救世主はメイズさん(3)

 ち、ち、ち──。

 ちん。


 硬質な音とともに、まぶたの裏が明るくなった。


 目を開けると、すり切れた畳の表面が大写しになる。

 冷たい。

 ぼくは氷のように冷えた畳の上に、うつぶせで寝ていた……と、いうより、気を失って倒れていた。

 身を起こそうと手足に力を入れたとたん、体中に激痛が走る。見あげたモルタルの天井がぐるぐる回っていた。

 体の芯から、ぶるぶると震えがきた。全身が冷えきっている。

 首を持ちあげるのもつらかったけど、寒すぎてじっとしてもいられなかった。

 格子のむこうの壁にはエアコンが取りつけられていて、生ぬるい風を吐きだしている。ぼくは、どうにか風のあたるところまで這いずっていくと、格子の横木を支えに上半身を起こした。背中を丸め、服の上から両腕をこすって、少しでも暖をとる。

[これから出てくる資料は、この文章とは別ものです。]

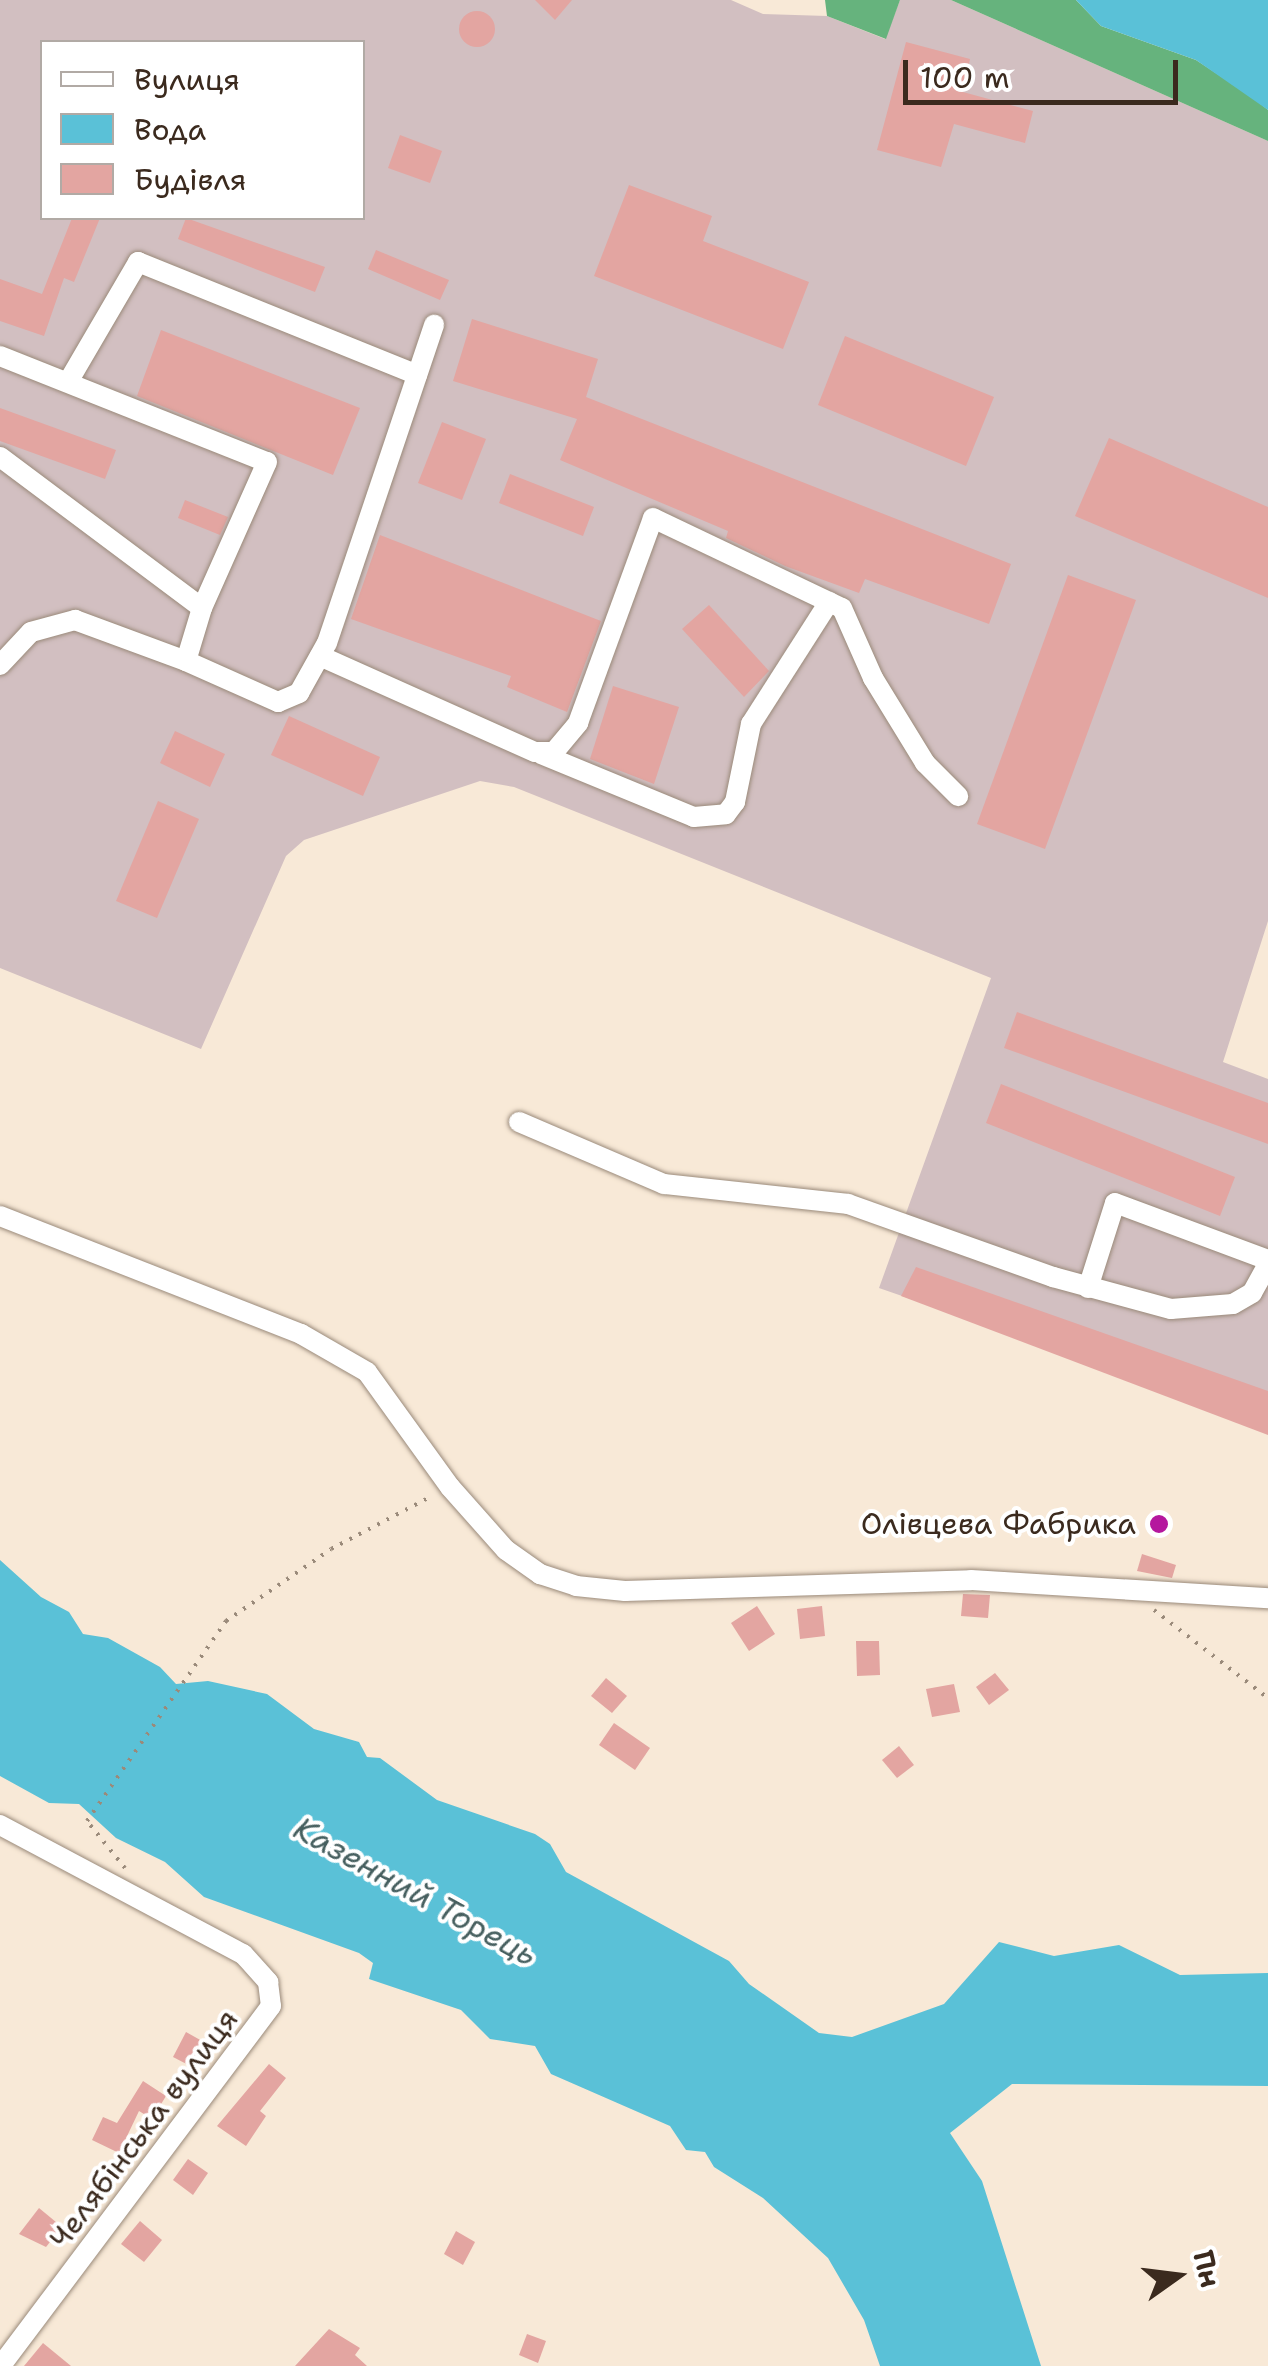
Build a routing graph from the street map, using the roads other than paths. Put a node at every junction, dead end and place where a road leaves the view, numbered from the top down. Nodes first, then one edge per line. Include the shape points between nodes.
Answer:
1 (434, 325) dead end
2 (0, 356) edge
3 (417, 375) junction
4 (68, 382) junction
5 (0, 457) edge
6 (829, 602) junction
7 (202, 608) junction
8 (320, 656) junction
9 (186, 660) junction
10 (0, 665) edge
11 (535, 752) junction
12 (958, 796) dead end
13 (519, 1122) dead end
14 (0, 1216) edge
15 (1268, 1262) edge
16 (1088, 1288) junction
17 (1268, 1598) edge
18 (0, 1824) edge
19 (0, 2366) edge

1 - 3 street
2 - 4 street
3 - 4 street via 138,262
3 - 8 street
4 - 7 street via 266,462
5 - 7 street
6 - 11 street via 751,724 735,802 726,814 694,817
6 - 11 street via 653,518 578,723 554,752
6 - 12 street via 842,608 873,678 925,764
7 - 9 street
8 - 9 street via 299,693 278,702
8 - 11 street
9 - 10 street via 75,620 31,632
13 - 16 street via 664,1184 848,1204
14 - 17 street via 301,1334 367,1372 450,1487 506,1550 540,1574 576,1586 625,1592 971,1580
15 - 16 street via 1252,1293 1206,1308 1171,1309
15 - 16 street via 1116,1203
18 - 19 street, Челябінська вулиця via 243,1954 268,1982 270,2006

 口の中に違和感をおぼえたので、手の平に吐きだしてみると、折れた歯のかけらだった。舌先に血の味がする。


 オノゴロ童子の姿はない。

 床の間の「箱」も、元どおりの形に閉じている。昨日の痕跡を残しているのは、畳に散らばったおはじきと花札、ぼくが吐いたげろ、そしてくしゃくしゃになった紙箱だけだ。

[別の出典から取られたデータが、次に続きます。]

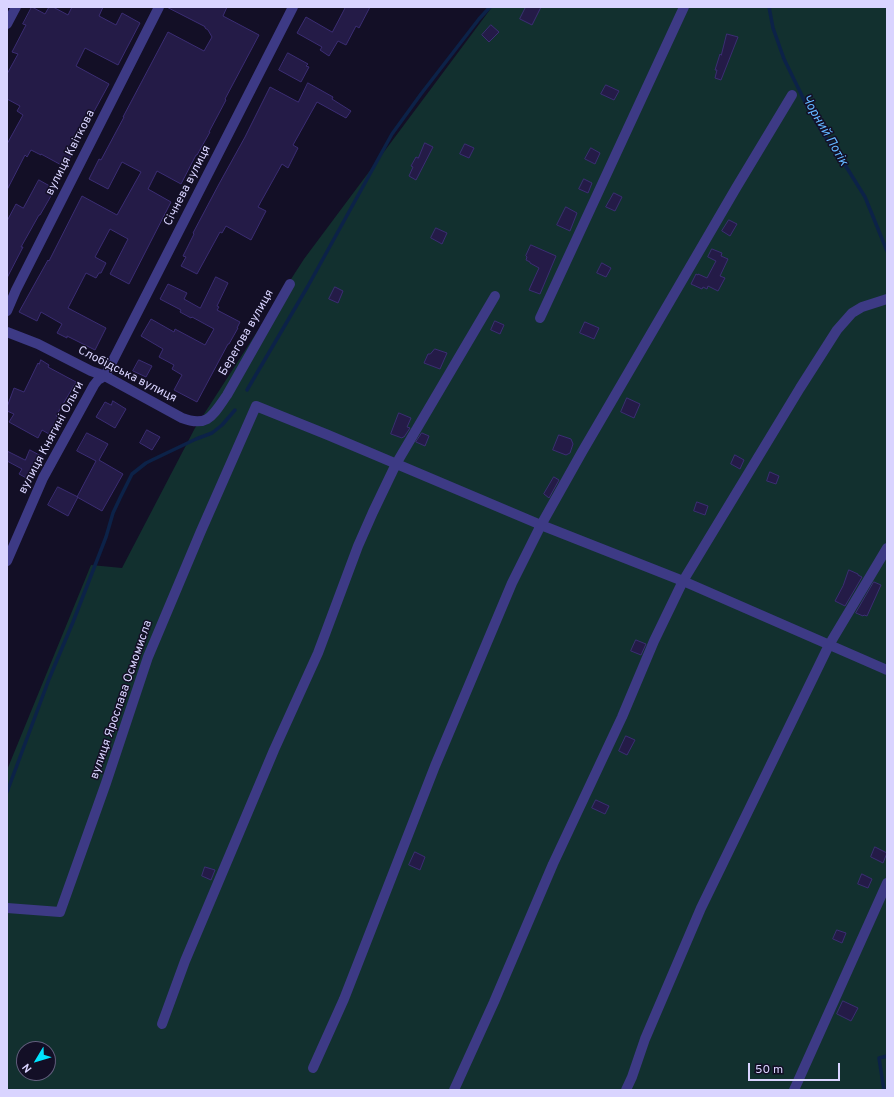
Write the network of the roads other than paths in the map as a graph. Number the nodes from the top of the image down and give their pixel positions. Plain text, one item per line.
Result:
1 (16, 7) edge
2 (160, 7) edge
3 (293, 7) edge
4 (684, 7) edge
5 (7, 24) edge
6 (792, 95) dead end
7 (290, 284) dead end
8 (495, 296) dead end
9 (887, 299) edge
10 (7, 311) edge
11 (540, 318) dead end
12 (7, 332) edge
13 (105, 376) junction
14 (227, 395) joint
15 (396, 464) junction
16 (541, 525) junction
17 (887, 548) edge
18 (7, 561) edge
19 (683, 581) junction
20 (829, 645) junction
21 (887, 670) edge
22 (887, 883) edge
23 (7, 908) edge
24 (162, 1024) dead end
25 (313, 1068) dead end
26 (454, 1090) edge
27 (626, 1090) edge
28 (794, 1090) edge

1 - 5 street
2 - 10 street, вулиця Квіткова
3 - 13 street, Січнева вулиця
4 - 11 street
6 - 16 street
7 - 14 street, Берегова вулиця
8 - 15 street
9 - 19 street
12 - 13 street, Слобідська вулиця
13 - 14 street, Слобідська вулиця
13 - 18 street, вулиця Княгині Ольги
15 - 16 street
15 - 23 street, вулиця Ярослава Осмомисла
15 - 24 street
16 - 19 street
16 - 25 street
17 - 20 street
19 - 20 street
19 - 26 street
20 - 21 street
20 - 27 street
22 - 28 street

 格子の向こうでは、コンクリートの通路が蛍光灯に照らされている。

 スチールラックの上のデジタルクロックは、午前十時すぎを指していた。

 日付は、十二月三十一日、大晦日。

 冬休み六日目。そして、ぼくにとっては──監禁生活二日目の朝だった。


 がこん、と金属のフタを外すような音がして、誰かが階段を降りてきた。

 姿を現したのは、鴻介さんだった。

 トレイの上に、湯気の立つ朝食を乗せている。白いご飯に、サラダとスクランブルエッグ。味噌汁と小分けに包装された焼き海苔のり。修学旅行の宿で出る朝食みたいだ。

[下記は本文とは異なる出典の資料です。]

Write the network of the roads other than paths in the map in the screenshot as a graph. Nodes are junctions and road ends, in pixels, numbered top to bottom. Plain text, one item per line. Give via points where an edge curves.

 鴻介さんはぼくを見ると、不愉快そうに顔をしかめた。彼が感情らしい感情を見せるのを、はじめて目にした気がする。


「ひどいな。最初は荒れる・・・と、話に聞いてはいたが……。君、志筑くん、大丈夫だったかい。骨が折れたりしていないといいんだが」


 ぼくは、無言でそっぽを向いた。とても言葉を交わす気にはなれなかった。


「ふむ。その気力があるなら大丈夫かな。まあ……すぐにとは言わないが、おいおい、歩み寄りについても考えてくれたらうれしいね。僕としては、君になるべく快適にすごしてほしいと思っている……本当だよ。なにしろ、これから長いつきあいになるんだから」


 そう言いながら、鴻介さんはカギ束を取りだすと、格子の一角にしゃがみこんだ。カチリと音がして、格子の一部が大きく開く。ちょうど、朝食のトレイが無理なく通せる大きさで……中学生のぼくならギリギリくぐれるかもしれない。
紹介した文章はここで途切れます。